Opinion polls show U.S. President Barack Obama and Republican challenger Mitt Romney in a dead heat ahead of the November 6 presidential election.
Business leaders have said a lack of clarity on future tax policy was discouraging firms from making big decisions on employment or investment and suppressing overall growth.
The election may not clear things up, either.
When it's over, Congress will have less than two months to decide whether it will let $600 billion of scheduled tax increases and spending cuts take effect as planned on January 1.
Economists fear all this uncertainty has made it harder for firms to hire new workers. The U.S. manufacturing workforce increased slightly in October, though the pace of hiring was the second slowest recorded in almost two years.
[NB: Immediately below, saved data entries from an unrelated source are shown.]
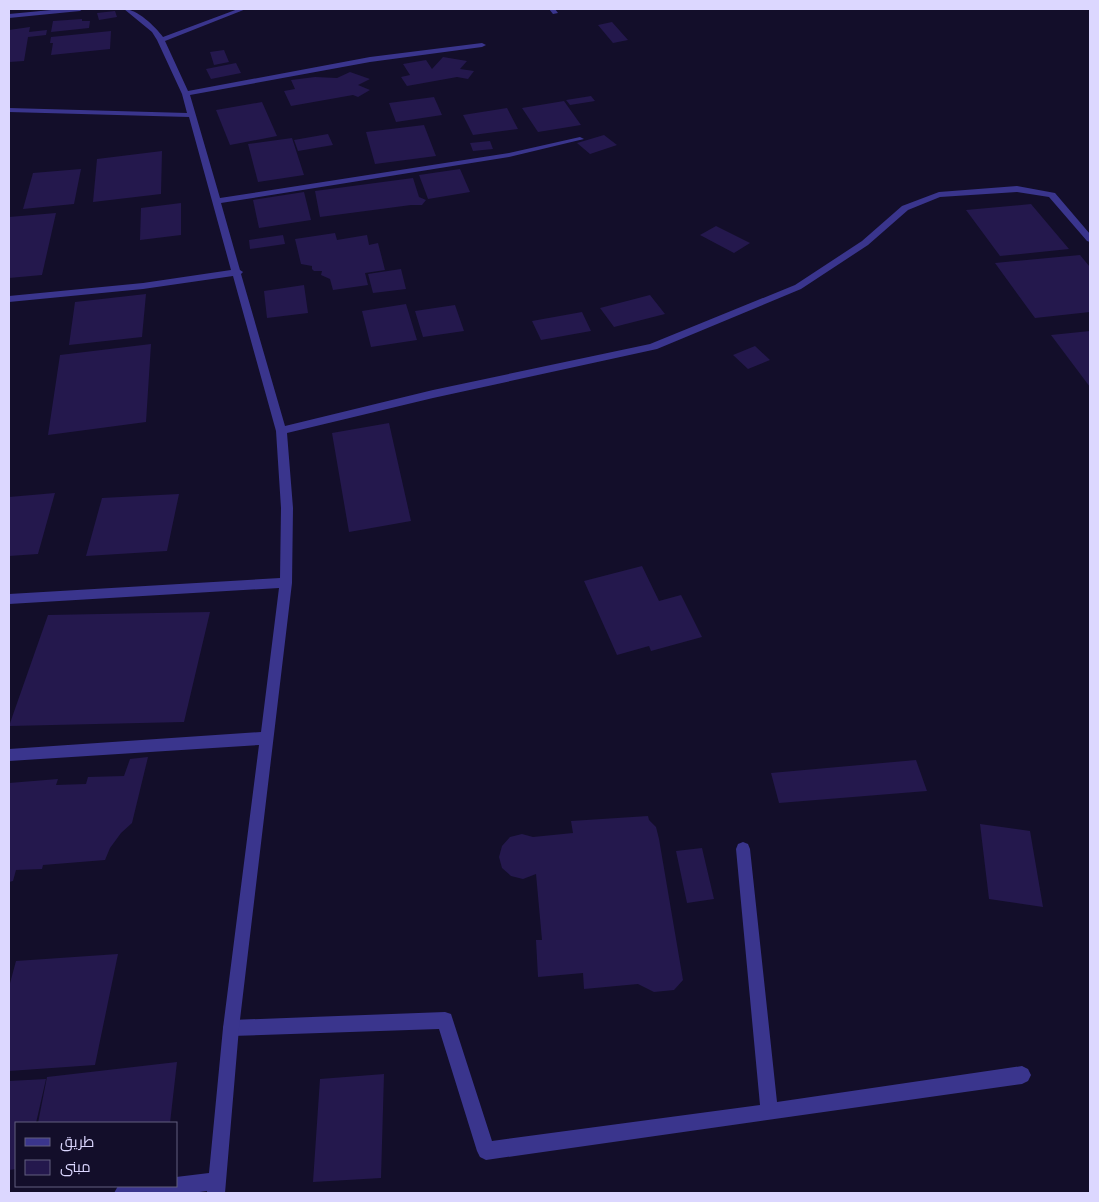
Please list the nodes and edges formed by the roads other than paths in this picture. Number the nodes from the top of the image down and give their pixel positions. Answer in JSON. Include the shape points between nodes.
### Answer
{"nodes":[{"id":1,"x":80,"y":9,"type":"edge"},
{"id":2,"x":127,"y":9,"type":"edge"},
{"id":3,"x":243,"y":9,"type":"edge"},
{"id":4,"x":9,"y":16,"type":"edge"},
{"id":5,"x":161,"y":40,"type":"junction"},
{"id":6,"x":482,"y":45,"type":"dead end"},
{"id":7,"x":186,"y":94,"type":"junction"},
{"id":8,"x":9,"y":110,"type":"edge"},
{"id":9,"x":192,"y":114,"type":"junction"},
{"id":10,"x":580,"y":139,"type":"dead end"},
{"id":11,"x":217,"y":202,"type":"junction"},
{"id":12,"x":1090,"y":239,"type":"edge"},
{"id":13,"x":238,"y":272,"type":"junction"},
{"id":14,"x":9,"y":299,"type":"edge"},
{"id":15,"x":282,"y":431,"type":"junction"},
{"id":16,"x":286,"y":583,"type":"junction"},
{"id":17,"x":9,"y":599,"type":"edge"},
{"id":18,"x":266,"y":738,"type":"junction"},
{"id":19,"x":9,"y":755,"type":"edge"},
{"id":20,"x":743,"y":850,"type":"dead end"},
{"id":21,"x":232,"y":1028,"type":"junction"},
{"id":22,"x":1022,"y":1075,"type":"dead end"},
{"id":23,"x":769,"y":1112,"type":"junction"},
{"id":24,"x":216,"y":1187,"type":"edge"},
{"id":25,"x":122,"y":1193,"type":"edge"}],
"edges":[{"from":1,"to":4,"type":"street"},
{"from":2,"to":5,"type":"street","via":[[155,31]]},
{"from":3,"to":5,"type":"street"},
{"from":5,"to":7,"type":"street"},
{"from":6,"to":7,"type":"street","via":[[323,67]]},
{"from":7,"to":9,"type":"street"},
{"from":8,"to":9,"type":"street"},
{"from":9,"to":11,"type":"street"},
{"from":10,"to":11,"type":"street","via":[[509,155]]},
{"from":11,"to":13,"type":"street"},
{"from":12,"to":15,"type":"street","via":[[1052,195],[1017,189],[939,194],[905,208],[865,243],[798,288],[653,347],[433,394]]},
{"from":13,"to":14,"type":"street","via":[[143,286]]},
{"from":13,"to":15,"type":"street"},
{"from":15,"to":16,"type":"street","via":[[287,508]]},
{"from":16,"to":17,"type":"street"},
{"from":16,"to":18,"type":"street"},
{"from":18,"to":19,"type":"street"},
{"from":18,"to":21,"type":"street"},
{"from":20,"to":23,"type":"street"},
{"from":21,"to":23,"type":"street","via":[[445,1020],[486,1151]]},
{"from":21,"to":24,"type":"street"},
{"from":22,"to":23,"type":"street"},
{"from":24,"to":25,"type":"street"}]}
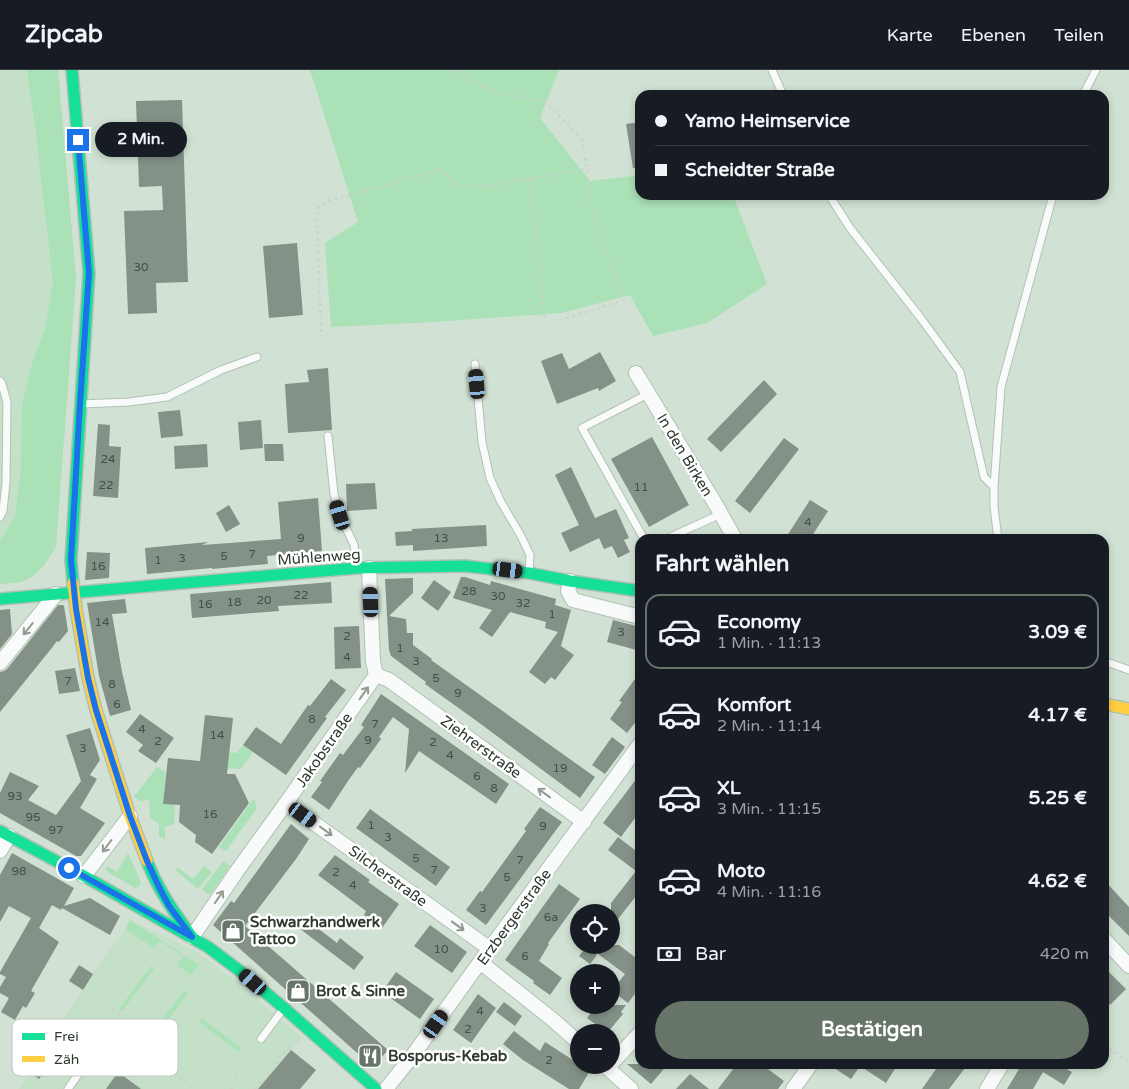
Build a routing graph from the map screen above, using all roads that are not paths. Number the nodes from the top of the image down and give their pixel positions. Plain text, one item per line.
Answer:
1 (72, 70) edge
2 (772, 70) edge
3 (1096, 70) edge
4 (781, 90) edge
5 (1086, 90) edge
6 (832, 200) edge
7 (1052, 200) edge
8 (257, 357) dead end
9 (475, 364) dead end
10 (636, 372) dead end
11 (0, 381) edge
12 (648, 394) junction
13 (80, 404) junction
14 (328, 436) dead end
15 (994, 487) junction
16 (721, 514) junction
17 (0, 517) edge
18 (641, 534) edge
19 (677, 534) edge
20 (732, 534) edge
21 (997, 534) edge
22 (363, 568) junction
23 (529, 572) junction
24 (570, 581) junction
25 (635, 590) edge
26 (74, 592) junction
27 (56, 594) junction
28 (0, 599) edge
29 (635, 615) edge
30 (0, 663) edge
31 (1109, 663) edge
32 (1129, 670) edge
33 (376, 675) junction
34 (1109, 705) edge
35 (1129, 709) edge
36 (635, 751) edge
37 (286, 803) junction
38 (130, 816) junction
39 (584, 822) junction
40 (4, 833) edge
41 (0, 851) edge
42 (84, 876) junction
43 (192, 937) junction
44 (1109, 944) edge
45 (490, 949) junction
46 (480, 962) junction
47 (1129, 966) edge
48 (284, 1008) junction
49 (570, 1035) edge
50 (635, 1038) edge
51 (261, 1039) dead end
52 (620, 1054) edge
53 (807, 1069) edge
54 (999, 1069) edge
55 (616, 1074) edge
56 (77, 1076) edge
57 (68, 1089) edge
58 (376, 1089) edge
59 (386, 1089) edge
60 (631, 1089) edge
61 (793, 1089) edge
62 (987, 1089) edge

1 - 13 main road
2 - 4 lane
3 - 5 lane
6 - 15 lane
7 - 15 lane
8 - 13 lane
9 - 23 lane
10 - 12 street, In den Birken
11 - 17 lane
12 - 16 street, In den Birken
12 - 18 lane
13 - 26 main road
14 - 22 lane
15 - 21 lane
16 - 19 lane
16 - 20 street, In den Birken
22 - 23 main road, Mühlenweg
22 - 26 main road, Mühlenweg
22 - 33 street
23 - 24 main road, Mühlenweg
24 - 25 main road, Mühlenweg
24 - 29 street
26 - 27 main road, Mühlenweg
26 - 38 main road
27 - 28 main road, Mühlenweg
27 -> 30 street
31 - 32 lane
37 -> 33 street, Jakobstraße
39 -> 33 street, Ziehrerstraße
34 - 35 main road
36 - 39 street, Erzbergerstraße
43 -> 37 street, Jakobstraße
37 -> 45 street, Silcherstraße
38 -> 42 street
38 - 43 main road
39 - 45 street, Erzbergerstraße
40 - 41 street
40 - 42 main road
42 - 43 main road
43 - 48 main road
44 - 47 street
45 - 46 street, Erzbergerstraße
46 - 49 street
46 - 59 street, Erzbergerstraße
48 - 51 lane
48 - 58 main road
50 - 52 street
53 - 61 street
54 - 62 street
55 - 60 street
56 - 57 lane

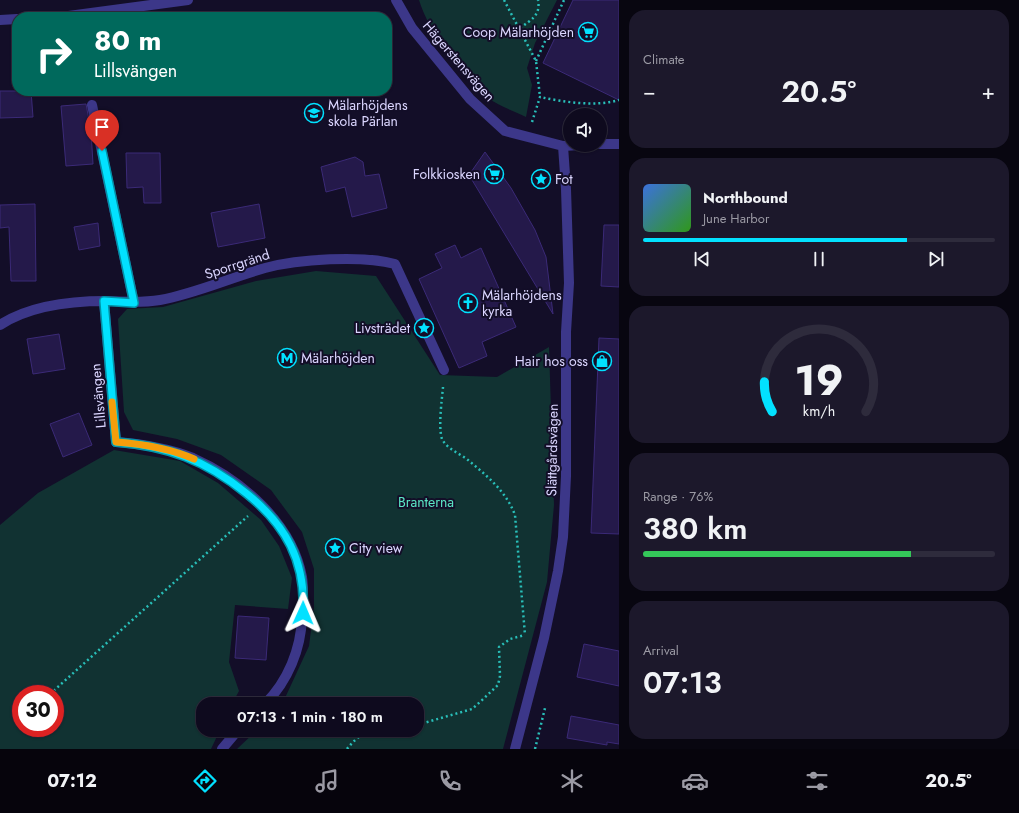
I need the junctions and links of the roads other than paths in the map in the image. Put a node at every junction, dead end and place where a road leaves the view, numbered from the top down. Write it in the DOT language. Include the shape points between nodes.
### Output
graph roads {
  1 [pos="188,0"];
  2 [pos="396,0"];
  3 [pos="98,12"];
  4 [pos="12,19"];
  5 [pos="0,20"];
  6 [pos="92,105"];
  7 [pos="607,144"];
  8 [pos="619,144"];
  9 [pos="563,146"];
  10 [pos="564,152"];
  11 [pos="104,301"];
  12 [pos="134,303"];
  13 [pos="0,325"];
  14 [pos="444,370"];
  15 [pos="272,697"];
  16 [pos="232,737"];
  17 [pos="222,749"];
  18 [pos="515,749"];
  1 -- 3 [label="street"];
  2 -- 9 [label="street, Hägerstensvägen" via="412,28 470,99 505,130"];
  4 -- 5 [label="street"];
  6 -- 12 [label="street"];
  7 -- 8 [label="street"];
  10 -- 18 [label="street, Slättgårdsvägen" via="568,284 563,537 545,631"];
  11 -- 12 [label="street, Sporrgränd"];
  11 -- 13 [label="street, Sporrgränd" via="53,306 13,317"];
  11 -- 15 [label="street, Lillsvängen" via="116,442 142,444 193,458 233,482 261,505 283,530 295,553 302,577 302,627 288,673"];
  12 -- 14 [label="street, Sporrgränd" via="196,292 252,272 286,264 382,260 395,264"];
  16 -- 17 [label="street"];
}
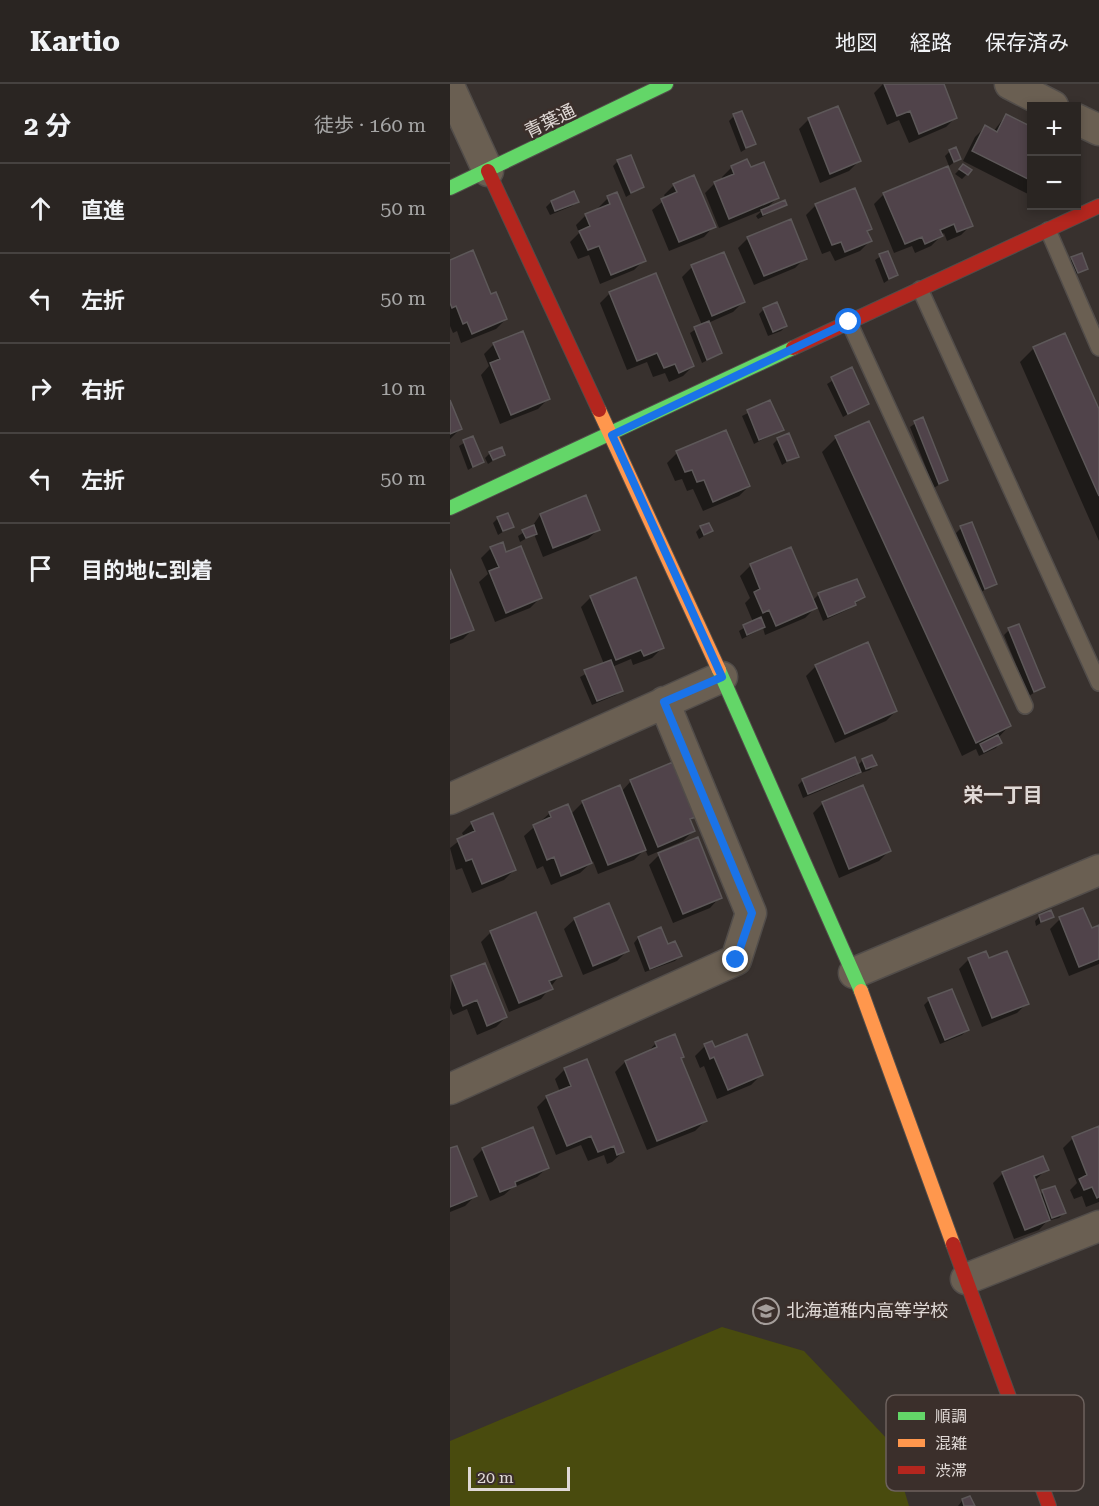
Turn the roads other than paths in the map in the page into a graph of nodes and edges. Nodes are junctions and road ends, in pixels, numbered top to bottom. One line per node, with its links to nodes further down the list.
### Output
1 (666, 84): 7 (street, 青葉通)
2 (1010, 84): 4 (street)
3 (450, 88): 7 (street)
4 (1045, 102)
5 (1081, 120): 6 (street)
6 (1099, 130)
7 (488, 171): 8 (street, 青葉通); 14 (street)
8 (450, 188)
9 (1099, 206): 10 (street)
10 (1048, 230): 11 (street); 13 (lane)
11 (920, 290): 12 (street); 17 (lane)
12 (849, 322): 14 (street); 19 (lane)
13 (1099, 348)
14 (612, 435): 15 (street); 16 (street)
15 (450, 508)
16 (722, 677): 18 (street); 22 (street)
17 (1099, 683)
18 (664, 702): 20 (street); 23 (street)
19 (1025, 706)
20 (450, 799)
21 (1099, 870): 22 (street)
22 (854, 973): 25 (street)
23 (450, 1089)
24 (1099, 1226): 25 (street)
25 (966, 1279): 26 (street)
26 (1008, 1395)
27 (1044, 1491): 28 (street)
28 (1049, 1506)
Fuel, energy and raw material costs drove up overall input costs this month, with the rate of inflation the steepest since April. But there was very little pass-through to consumers.
Average selling prices rose only slightly, Markit said, and some firms said increased competition limited overall gains.
The "flash" reading is based on replies from about 85 percent of the U.S. manufacturers surveyed. Markit's final reading will be released on the first business day of the following month.